Concert Review: Auckland Philharmonia, Auckland Town Hall

Photo / Steven McNicholl

Photo / Steven McNicholl


Auckland Philharmonia Orchestra's Mahler Ninth was destined to be one of the high points of this concert season. Music director Eckehard Stier had alerted audiences that it would be a life-changing experience and the conductor's track record with Mahler augured well. Significantly, the APO had not performed the symphony since 1998, with Enrique Diemecke on the podium.

On Thursday night, Stier plunged us into Mahler's world in the composer's nervous, tentative opening bars; violins, effectively placed on either side of the conductor, brought us our first taste of melody.
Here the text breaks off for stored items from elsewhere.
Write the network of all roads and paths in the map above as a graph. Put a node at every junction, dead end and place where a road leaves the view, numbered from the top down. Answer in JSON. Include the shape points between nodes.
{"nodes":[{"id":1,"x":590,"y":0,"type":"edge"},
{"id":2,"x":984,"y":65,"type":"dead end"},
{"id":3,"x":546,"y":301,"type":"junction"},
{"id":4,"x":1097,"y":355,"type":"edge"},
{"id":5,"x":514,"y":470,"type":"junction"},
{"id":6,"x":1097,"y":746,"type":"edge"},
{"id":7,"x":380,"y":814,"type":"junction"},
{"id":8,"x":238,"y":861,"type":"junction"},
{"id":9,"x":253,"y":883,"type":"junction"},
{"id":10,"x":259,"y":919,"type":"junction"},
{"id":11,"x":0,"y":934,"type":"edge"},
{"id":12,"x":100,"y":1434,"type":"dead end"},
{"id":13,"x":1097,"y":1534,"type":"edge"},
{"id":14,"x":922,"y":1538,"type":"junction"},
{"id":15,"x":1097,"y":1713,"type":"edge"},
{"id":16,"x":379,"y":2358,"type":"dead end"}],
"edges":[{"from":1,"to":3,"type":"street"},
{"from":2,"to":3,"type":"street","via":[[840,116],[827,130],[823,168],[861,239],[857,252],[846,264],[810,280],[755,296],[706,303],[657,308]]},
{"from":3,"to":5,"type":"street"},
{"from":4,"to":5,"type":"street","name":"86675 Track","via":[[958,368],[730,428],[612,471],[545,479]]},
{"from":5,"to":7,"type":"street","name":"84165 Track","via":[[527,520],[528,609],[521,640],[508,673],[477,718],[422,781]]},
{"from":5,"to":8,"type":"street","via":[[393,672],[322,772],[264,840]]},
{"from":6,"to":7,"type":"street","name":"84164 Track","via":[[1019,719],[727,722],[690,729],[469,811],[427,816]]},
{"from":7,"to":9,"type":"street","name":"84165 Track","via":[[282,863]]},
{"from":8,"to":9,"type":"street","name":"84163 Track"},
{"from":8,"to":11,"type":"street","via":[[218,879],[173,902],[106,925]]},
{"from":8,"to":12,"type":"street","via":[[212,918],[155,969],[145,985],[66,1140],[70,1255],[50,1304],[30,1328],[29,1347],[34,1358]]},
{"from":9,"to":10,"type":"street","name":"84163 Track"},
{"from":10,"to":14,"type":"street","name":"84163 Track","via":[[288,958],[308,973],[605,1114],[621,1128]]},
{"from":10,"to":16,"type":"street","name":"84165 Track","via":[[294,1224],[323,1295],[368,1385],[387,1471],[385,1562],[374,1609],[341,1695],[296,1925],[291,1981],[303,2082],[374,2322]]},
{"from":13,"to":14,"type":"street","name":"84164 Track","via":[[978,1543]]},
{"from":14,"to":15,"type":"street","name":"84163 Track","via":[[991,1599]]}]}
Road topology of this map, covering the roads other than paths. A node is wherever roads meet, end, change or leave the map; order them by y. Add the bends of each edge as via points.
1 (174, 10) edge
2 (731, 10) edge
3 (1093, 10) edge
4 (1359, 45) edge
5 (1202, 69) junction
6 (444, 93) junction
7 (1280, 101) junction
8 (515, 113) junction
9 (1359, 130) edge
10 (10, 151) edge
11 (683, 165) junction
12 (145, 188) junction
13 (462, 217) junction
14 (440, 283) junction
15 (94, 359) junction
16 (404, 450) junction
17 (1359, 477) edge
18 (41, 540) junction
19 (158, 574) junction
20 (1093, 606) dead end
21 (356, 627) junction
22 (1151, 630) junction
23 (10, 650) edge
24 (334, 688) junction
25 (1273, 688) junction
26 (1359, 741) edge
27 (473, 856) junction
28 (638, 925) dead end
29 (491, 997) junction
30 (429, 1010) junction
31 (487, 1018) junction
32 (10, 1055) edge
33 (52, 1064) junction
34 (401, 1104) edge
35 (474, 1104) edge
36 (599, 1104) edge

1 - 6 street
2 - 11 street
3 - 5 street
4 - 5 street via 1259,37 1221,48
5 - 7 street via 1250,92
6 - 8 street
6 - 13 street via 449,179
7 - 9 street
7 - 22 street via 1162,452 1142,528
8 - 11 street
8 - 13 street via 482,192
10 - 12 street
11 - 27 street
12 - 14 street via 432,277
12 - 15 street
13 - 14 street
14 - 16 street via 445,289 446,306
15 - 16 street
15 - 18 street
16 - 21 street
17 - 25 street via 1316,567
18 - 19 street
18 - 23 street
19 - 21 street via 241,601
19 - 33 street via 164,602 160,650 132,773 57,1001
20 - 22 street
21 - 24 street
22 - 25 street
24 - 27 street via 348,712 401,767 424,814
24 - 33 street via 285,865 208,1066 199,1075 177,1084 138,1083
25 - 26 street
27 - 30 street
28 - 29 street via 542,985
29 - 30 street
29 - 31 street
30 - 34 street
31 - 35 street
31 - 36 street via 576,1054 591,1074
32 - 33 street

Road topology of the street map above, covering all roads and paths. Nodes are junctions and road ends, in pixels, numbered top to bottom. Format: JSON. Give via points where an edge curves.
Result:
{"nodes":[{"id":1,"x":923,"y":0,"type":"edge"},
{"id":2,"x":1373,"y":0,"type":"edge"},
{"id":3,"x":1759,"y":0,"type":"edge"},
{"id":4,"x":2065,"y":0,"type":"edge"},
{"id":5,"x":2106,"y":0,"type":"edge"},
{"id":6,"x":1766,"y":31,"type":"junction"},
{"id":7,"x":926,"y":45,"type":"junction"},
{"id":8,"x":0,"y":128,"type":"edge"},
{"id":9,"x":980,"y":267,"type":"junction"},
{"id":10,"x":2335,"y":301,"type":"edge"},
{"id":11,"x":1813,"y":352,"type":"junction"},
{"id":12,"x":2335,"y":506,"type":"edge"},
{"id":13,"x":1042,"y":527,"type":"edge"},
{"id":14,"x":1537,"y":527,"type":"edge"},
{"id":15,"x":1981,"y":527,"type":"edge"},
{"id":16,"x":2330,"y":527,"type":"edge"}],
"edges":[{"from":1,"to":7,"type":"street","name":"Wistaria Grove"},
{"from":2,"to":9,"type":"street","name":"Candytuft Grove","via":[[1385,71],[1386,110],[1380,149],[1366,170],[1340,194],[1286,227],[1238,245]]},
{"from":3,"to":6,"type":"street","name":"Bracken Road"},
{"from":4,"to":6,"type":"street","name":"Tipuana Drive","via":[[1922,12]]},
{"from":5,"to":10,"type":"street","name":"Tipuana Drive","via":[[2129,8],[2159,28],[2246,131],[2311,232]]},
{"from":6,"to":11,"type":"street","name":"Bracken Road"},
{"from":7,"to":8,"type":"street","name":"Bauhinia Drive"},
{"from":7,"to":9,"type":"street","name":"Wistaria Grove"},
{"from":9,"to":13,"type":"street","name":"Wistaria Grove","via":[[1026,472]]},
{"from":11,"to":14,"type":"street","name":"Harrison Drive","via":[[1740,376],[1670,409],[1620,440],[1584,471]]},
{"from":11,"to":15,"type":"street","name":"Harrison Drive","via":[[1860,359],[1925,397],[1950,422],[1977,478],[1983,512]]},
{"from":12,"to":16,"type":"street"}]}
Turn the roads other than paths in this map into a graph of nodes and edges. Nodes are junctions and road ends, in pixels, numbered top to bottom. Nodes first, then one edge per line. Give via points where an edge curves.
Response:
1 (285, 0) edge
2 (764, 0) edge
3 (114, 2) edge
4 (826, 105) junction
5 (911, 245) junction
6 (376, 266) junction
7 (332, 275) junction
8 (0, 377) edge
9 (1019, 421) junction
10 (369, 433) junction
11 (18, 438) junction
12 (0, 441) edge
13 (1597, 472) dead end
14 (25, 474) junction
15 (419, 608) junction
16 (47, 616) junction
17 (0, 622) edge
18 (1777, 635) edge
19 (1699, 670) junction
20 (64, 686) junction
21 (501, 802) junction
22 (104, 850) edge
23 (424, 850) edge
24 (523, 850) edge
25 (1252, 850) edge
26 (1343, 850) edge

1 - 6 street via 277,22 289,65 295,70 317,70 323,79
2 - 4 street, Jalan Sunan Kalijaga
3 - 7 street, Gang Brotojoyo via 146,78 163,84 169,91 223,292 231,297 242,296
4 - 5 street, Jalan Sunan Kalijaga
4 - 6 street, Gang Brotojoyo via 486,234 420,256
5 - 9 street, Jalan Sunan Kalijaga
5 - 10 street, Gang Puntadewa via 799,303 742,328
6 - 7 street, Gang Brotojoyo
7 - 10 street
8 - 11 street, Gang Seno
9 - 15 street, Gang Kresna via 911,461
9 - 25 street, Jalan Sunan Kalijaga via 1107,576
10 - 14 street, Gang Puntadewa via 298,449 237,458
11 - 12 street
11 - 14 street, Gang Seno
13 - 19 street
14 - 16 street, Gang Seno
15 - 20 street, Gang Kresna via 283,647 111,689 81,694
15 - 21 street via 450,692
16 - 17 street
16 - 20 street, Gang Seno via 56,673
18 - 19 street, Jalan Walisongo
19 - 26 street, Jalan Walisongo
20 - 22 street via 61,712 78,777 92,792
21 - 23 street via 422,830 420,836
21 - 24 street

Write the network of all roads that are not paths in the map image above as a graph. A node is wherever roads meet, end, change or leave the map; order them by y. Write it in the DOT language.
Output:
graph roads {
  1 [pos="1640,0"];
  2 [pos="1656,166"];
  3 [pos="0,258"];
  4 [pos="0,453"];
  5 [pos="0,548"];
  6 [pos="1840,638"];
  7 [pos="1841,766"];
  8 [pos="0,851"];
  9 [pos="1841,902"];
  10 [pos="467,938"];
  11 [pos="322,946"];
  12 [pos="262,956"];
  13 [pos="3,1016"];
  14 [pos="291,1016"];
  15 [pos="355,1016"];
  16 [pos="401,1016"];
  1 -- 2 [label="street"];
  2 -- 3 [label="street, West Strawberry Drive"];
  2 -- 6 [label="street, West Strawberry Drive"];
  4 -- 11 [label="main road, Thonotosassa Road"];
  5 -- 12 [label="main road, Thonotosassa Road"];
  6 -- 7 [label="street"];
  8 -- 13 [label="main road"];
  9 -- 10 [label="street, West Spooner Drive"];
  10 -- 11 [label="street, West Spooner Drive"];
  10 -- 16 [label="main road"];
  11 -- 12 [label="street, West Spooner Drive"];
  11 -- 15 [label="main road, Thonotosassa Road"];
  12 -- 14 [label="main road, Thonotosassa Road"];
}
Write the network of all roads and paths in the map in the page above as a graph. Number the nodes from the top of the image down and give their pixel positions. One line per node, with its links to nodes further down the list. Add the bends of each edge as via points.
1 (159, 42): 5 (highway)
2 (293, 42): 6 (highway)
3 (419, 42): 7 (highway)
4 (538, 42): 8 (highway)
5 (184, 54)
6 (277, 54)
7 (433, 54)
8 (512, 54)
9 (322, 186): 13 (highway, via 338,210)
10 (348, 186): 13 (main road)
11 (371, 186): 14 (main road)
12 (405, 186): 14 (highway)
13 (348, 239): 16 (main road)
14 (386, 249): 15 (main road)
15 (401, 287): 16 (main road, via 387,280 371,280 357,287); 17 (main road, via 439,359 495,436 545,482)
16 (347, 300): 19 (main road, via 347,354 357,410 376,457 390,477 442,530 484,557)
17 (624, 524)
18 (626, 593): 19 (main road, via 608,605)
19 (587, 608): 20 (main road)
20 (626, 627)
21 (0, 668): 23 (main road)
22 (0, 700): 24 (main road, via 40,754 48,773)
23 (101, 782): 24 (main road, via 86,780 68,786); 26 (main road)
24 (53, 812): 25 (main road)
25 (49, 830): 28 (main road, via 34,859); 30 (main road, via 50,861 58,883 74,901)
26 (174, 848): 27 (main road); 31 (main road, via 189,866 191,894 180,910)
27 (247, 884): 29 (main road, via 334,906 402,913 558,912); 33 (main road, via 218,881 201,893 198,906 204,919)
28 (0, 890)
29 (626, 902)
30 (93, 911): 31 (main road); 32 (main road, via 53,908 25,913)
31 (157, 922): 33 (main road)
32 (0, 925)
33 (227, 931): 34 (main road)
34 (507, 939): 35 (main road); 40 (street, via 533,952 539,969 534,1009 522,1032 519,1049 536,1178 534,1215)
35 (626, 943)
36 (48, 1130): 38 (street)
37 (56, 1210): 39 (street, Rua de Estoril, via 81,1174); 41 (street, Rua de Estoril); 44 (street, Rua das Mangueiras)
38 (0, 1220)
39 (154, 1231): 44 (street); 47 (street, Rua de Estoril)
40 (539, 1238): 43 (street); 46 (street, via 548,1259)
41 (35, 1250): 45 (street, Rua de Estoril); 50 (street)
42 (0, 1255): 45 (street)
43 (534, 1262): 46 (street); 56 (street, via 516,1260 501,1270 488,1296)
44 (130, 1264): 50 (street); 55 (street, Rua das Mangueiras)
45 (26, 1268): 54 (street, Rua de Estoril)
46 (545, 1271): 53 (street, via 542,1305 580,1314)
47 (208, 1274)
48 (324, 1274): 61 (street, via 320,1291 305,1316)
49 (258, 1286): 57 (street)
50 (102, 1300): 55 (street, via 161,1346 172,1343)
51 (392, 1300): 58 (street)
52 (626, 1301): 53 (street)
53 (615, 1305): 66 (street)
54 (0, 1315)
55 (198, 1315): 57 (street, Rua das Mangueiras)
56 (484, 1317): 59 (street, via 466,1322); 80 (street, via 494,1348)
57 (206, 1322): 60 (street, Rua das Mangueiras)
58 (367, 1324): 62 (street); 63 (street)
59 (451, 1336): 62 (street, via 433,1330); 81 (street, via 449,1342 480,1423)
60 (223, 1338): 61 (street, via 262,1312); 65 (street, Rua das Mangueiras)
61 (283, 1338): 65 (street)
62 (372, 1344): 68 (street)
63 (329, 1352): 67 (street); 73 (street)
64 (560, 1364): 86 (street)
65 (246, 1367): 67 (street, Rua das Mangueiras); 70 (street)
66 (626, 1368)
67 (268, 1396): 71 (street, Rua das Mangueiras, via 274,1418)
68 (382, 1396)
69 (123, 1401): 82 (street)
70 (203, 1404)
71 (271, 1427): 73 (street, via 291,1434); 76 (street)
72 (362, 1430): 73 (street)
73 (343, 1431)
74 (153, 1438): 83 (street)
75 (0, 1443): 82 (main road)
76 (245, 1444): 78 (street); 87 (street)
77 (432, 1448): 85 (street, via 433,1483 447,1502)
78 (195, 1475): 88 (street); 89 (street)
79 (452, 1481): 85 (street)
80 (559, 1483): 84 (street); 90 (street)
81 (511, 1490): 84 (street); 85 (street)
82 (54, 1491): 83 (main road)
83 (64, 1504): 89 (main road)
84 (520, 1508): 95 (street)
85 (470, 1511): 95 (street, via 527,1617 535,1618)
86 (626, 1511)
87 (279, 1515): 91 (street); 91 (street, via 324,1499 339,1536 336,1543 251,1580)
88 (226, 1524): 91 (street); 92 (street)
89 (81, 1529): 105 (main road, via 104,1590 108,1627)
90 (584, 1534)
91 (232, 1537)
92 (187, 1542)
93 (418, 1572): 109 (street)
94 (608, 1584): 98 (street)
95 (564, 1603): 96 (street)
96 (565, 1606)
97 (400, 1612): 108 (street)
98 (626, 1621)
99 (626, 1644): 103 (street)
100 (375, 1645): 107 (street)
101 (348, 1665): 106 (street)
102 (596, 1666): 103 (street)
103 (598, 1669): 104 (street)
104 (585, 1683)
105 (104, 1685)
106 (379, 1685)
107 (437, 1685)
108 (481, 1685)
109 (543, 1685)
The conductor clearly revelled in the way the composer crowds and intensifies his textures; when trumpets ushered in the first of many climaxes, Stier let it all bloom, ecstatically. Chilling, ominous marches passed by and, in the midst of it all, there were melodious distractions in a flute and horn duet.

The great Mahlerian conductor, Bruno Walter, saw the second movement as a farewell to the dance. Mahler's performance directions of "somewhat awkward and crude" could give licence for excess but Stier avoided cheap parody, as the score whirled from earthy landler to an often soured Viennese waltz. Perhaps this could be an image of changing times in 1909, when the symphony was written. The Rondo-Burleske, with its premonitions of Shostakovich, deals out bitter contrapuntal invective and Stier let the sinews show; the momentum seemed unstoppable.

When frantic counterpoint was put aside for reflection, some slightly threadbare tone was exposed but the drama was not impaired.

The final summation, the great 27-minute Adagio, was superb.

Put alongside the orchestra's 1998 performance, one heard a new strength and vigour in this year's strings, and Stier enunciated every inflection with the skill of an actor.

There may have been occasional frailness when strings scaled Olympian heights, but in the subdued final page, with its achingly beautiful cello solo from Eliah Sakakushev, we had the music to accompany the writer Stefan Zweig's last glimpse of the composer, a vision of "boundless sorrow, transfigured by greatness".